I'm not saying that some laws can not be argued to rest on constitutional footing, just that right now, if a law has been challenged and the decision affirming it has any of those qualities (like citing
U.S. v. Tot, 131 F.2d 261 (3 rd Cir. 1942) or
Cases v. U.S, 131 F.2d 916 (1 st Cir. 1942) or their illegitimate progeny) then it is infirm and only in need of a slight push to come tumbling down.
If your side was smart you would be searching for ways to rewrite the gun laws you want to keep, grounding them (if possible) on constitutionally supportable foundations conforming with the realities of the
Heller and
McDonald holdings. Believing the Brady spin and deluding yourself into these "it was a win for gun control" hallucinations is just gonna make the final outcome seem more harsh.
As it stands now, wide swaths of gun control (some of it legitimate) will soon be invalidated because the legal support for their existence has been completely extinguished. At real peril are the gun control schemes in states like New Jersey and California . . .

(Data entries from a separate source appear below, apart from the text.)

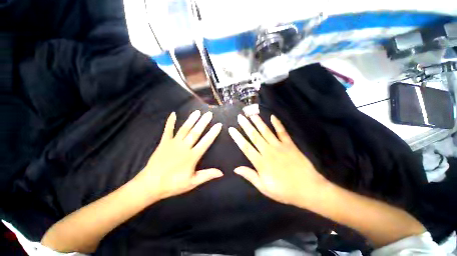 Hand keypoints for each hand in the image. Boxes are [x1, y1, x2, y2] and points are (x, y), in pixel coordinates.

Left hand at [134, 110, 222, 201]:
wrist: (150, 185)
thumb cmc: (173, 184)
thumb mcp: (192, 182)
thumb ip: (207, 175)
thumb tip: (221, 172)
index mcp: (192, 156)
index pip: (205, 142)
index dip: (213, 133)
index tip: (218, 125)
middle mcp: (184, 147)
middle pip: (195, 132)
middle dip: (203, 122)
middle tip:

NJ, having no right to arms provision in their state constitution never built a sophisticated legal record of the right to arms in the state. NJ's courts, for 50+ years just lazily rested the legality of their laws on those lower federal court decisions declaring the 2nd to only protect state milita powers and other decisions that held the 2nd is not incorporated under the 14th. When you actually read the case law it is clear that NJ's draconian firearms ID and purchase permit system has
only passed constitutional scrutiny in state supreme court because the 2nd
WAS not applicable upon the states and if it were, the 2nd only secures the right of a state to form a militia, there being no individual aspect contained in the 2nd Amendment -- see
Burton v. Sills, 248 A.2d 521 (N.J. 1968).
What you should be taking from
Heller and
McDonald is that it is dangerous to discuss the validity of laws that have been sustained on now illegitimate reasonings / holdings and that it is foolish to assume that even constitutionally legitimate laws will pass post
Heller /McDonald constitutional scrutiny if their validity now rests on poisoned ground. Your understanding of this requires a deeper knowledge of the Constitution than what's acquired from skimming a Wikipedia article and mindlessly parroting Brady spin.